Credit Suisse has come under increasing pressure in recent weeks as customers withdraw money from their accounts en masse. They were concerned about the future of the bank, which has been plagued by financial scandals. The problems threatened to overwhelm the bank when the chairman of Saudi National Bank, the largest shareholder, declared last Wednesday that he did not want to put any more money into Credit Suisse. In the ensuing turmoil, Credit Suisse lost about a fifth of its stock market value.
Last weekend, the Swiss government and the central bank, among others, worked feverishly to prevent the collapse of the bank and thus avert a possible international banking crisis. Agreement was reached on Sunday evening for the takeover by UBS.
This still requires a change in the law, which makes it possible to circumvent the shareholders. Normally, Swiss investors have up to six weeks to consider a deal of this size.
Pressure increased
That time is not now, according to the Swiss government.
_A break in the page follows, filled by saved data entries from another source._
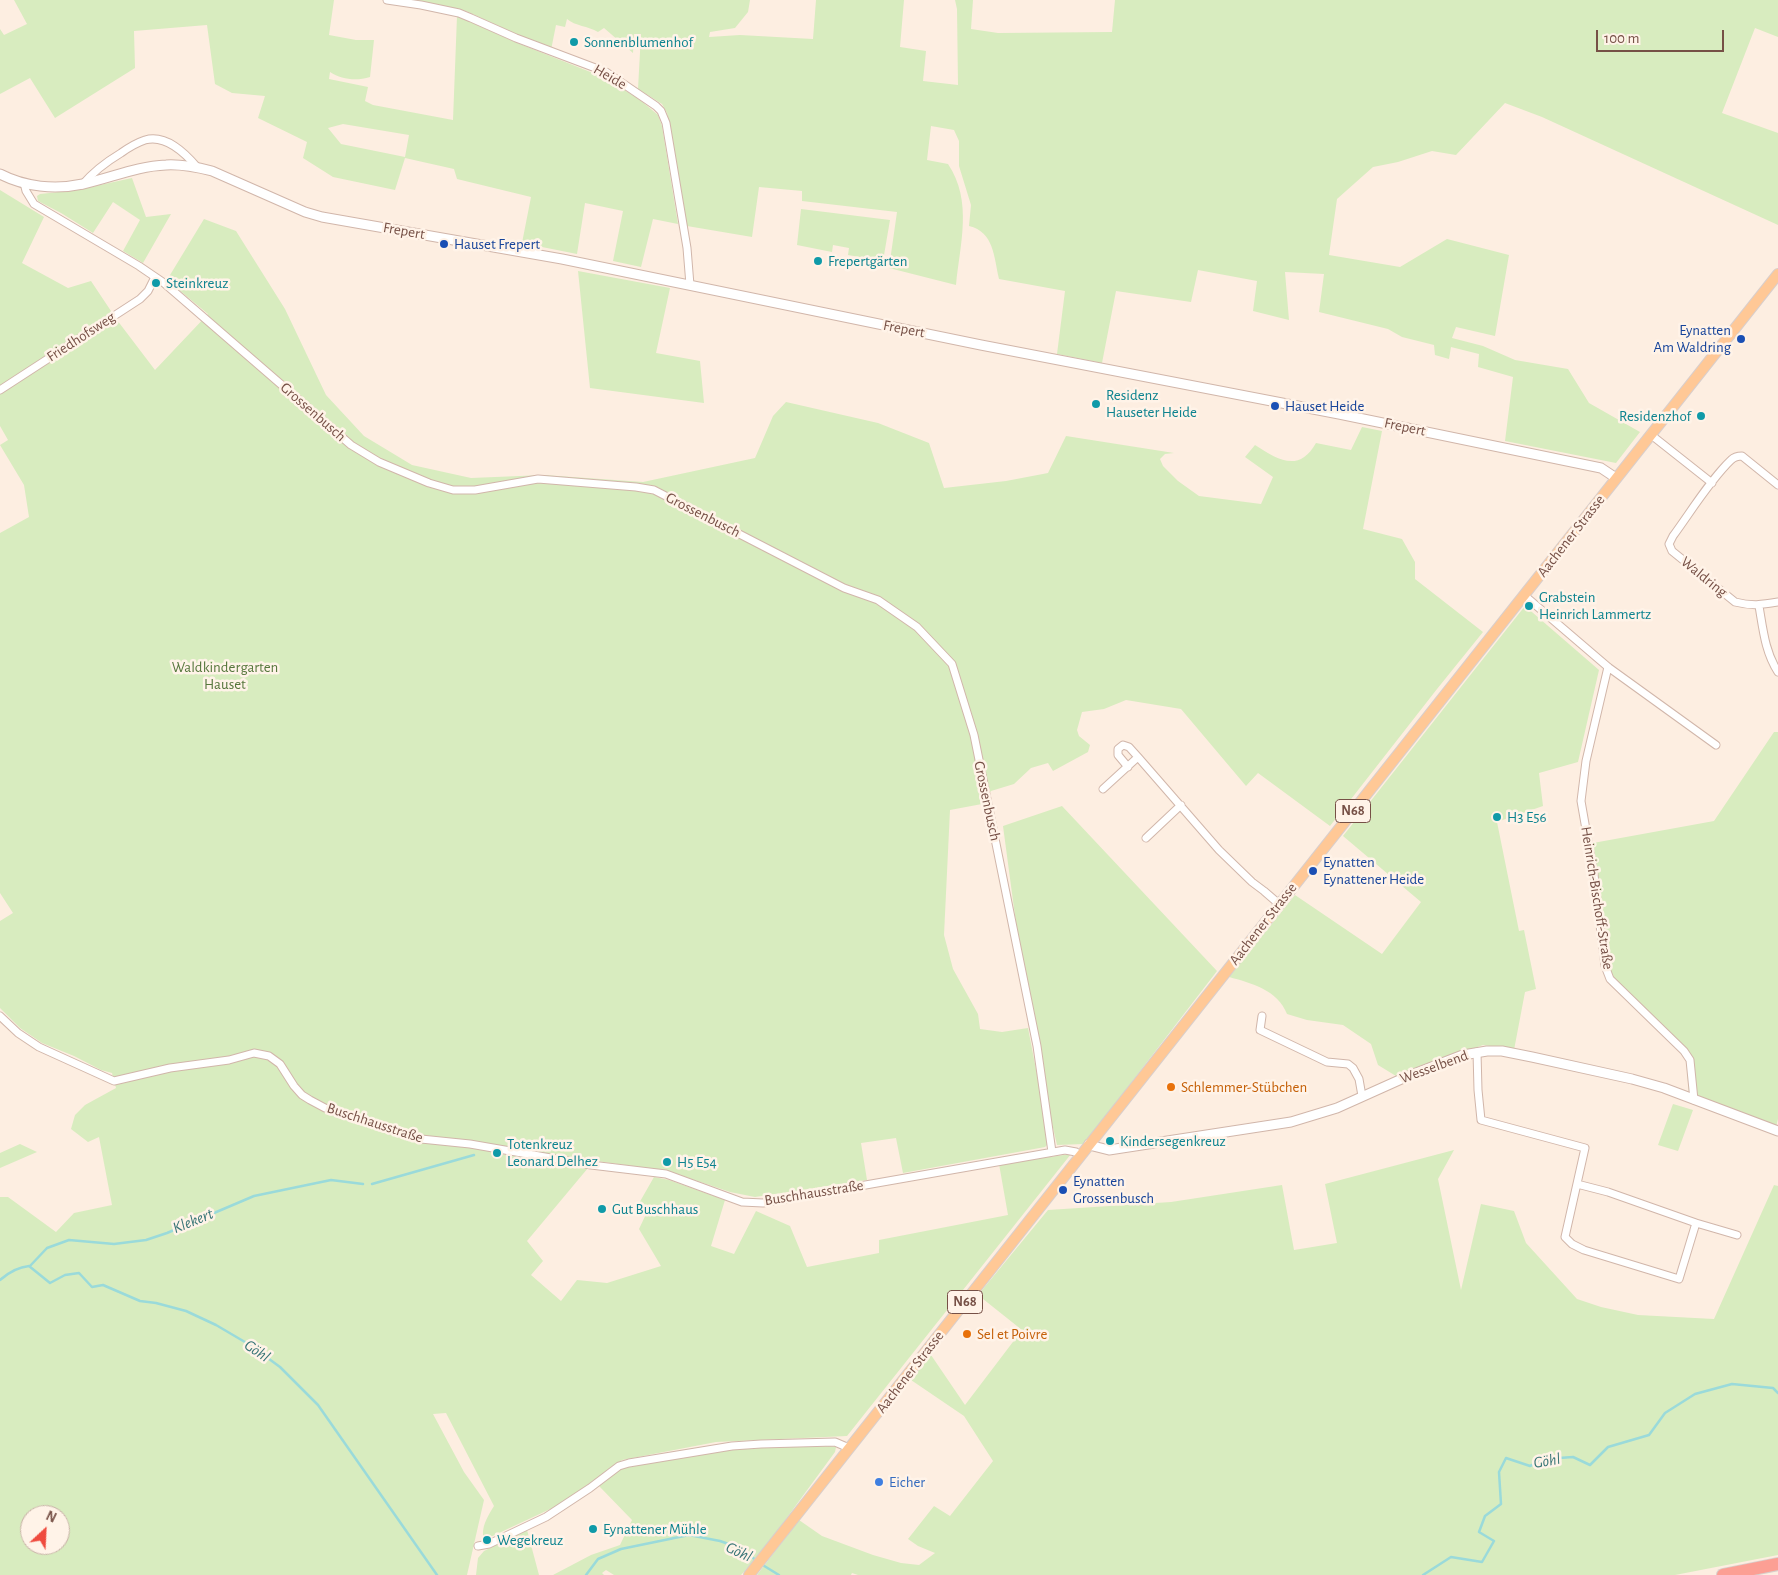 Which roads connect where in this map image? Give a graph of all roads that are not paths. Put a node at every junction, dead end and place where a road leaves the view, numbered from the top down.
1 (386, 0) edge
2 (197, 167) junction
3 (0, 174) edge
4 (24, 183) junction
5 (82, 184) junction
6 (1778, 274) edge
7 (155, 277) junction
8 (690, 285) junction
9 (0, 390) edge
10 (1650, 434) junction
11 (1616, 478) junction
12 (1712, 483) junction
13 (1778, 485) edge
14 (1524, 596) junction
15 (1778, 602) edge
16 (1759, 606) junction
17 (1608, 667) junction
18 (1778, 672) edge
19 (1716, 745) dead end
20 (1138, 757) junction
21 (1128, 767) junction
22 (1103, 789) dead end
23 (1181, 805) junction
24 (1146, 838) dead end
25 (1279, 904) junction
26 (0, 1016) edge
27 (1262, 1016) dead end
28 (1477, 1052) junction
29 (1362, 1096) junction
30 (1694, 1100) junction
31 (1778, 1131) edge
32 (1089, 1144) junction
33 (1052, 1152) junction
34 (1080, 1155) junction
35 (1577, 1184) junction
36 (1696, 1223) junction
37 (1737, 1235) dead end
38 (849, 1448) junction
39 (478, 1546) dead end
40 (1778, 1564) edge
41 (752, 1571) edge
42 (1723, 1575) edge

1 - 8 street, Heide
2 - 5 street, Frepert
2 - 5 street, Frepert
2 - 8 street, Frepert
3 - 4 street, Frepert
4 - 5 street, Frepert
4 - 7 street, Grossenbusch
6 - 10 main road, Aachener Strasse / N68
7 - 9 street, Friedhofsweg
7 - 33 street, Grossenbusch
8 - 11 street, Frepert
10 - 11 main road, Aachener Strasse / N68
10 - 12 street
11 - 14 main road, Aachener Strasse / N68
12 - 13 street, Waldring
12 - 16 street, Waldring
14 - 17 street
14 - 25 main road, Aachener Strasse / N68
15 - 16 street, Waldring
16 - 18 street
17 - 19 street
17 - 30 street, Heinrich-Bischoff-Straße
20 - 21 street
20 - 21 street
20 - 23 street
21 - 22 street
23 - 24 street
23 - 25 street
25 - 32 main road, Aachener Strasse / N68
26 - 33 street, Buschhausstraße
27 - 29 street
28 - 29 street, Wesselbend
28 - 30 street, Wesselbend
28 - 35 street
29 - 32 street, Wesselbend
30 - 31 street, Wesselbend
32 - 34 main road, Aachener Strasse / N68
33 - 34 street, Buschhausstraße
34 - 38 main road, Aachener Strasse / N68
35 - 36 street
35 - 36 street
36 - 37 street
38 - 39 street
38 - 41 main road, Aachener Strasse / N68
40 - 42 highway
According to The Financial Times, who cites four sources around the negotiations, has done everything possible to complete the necessary legislative change (and with it the deal) before Monday morning when the stock markets open. The acquisition by UBS will be fully settled in shares.
Earlier in the day, UBS offered $1 billion for its competitor. Credit Suisse thought that was too little. To add to the pressure, Swiss authorities hinted during the day at a partial or full nationalization of Credit Suisse, according to the Bloomberg news agency.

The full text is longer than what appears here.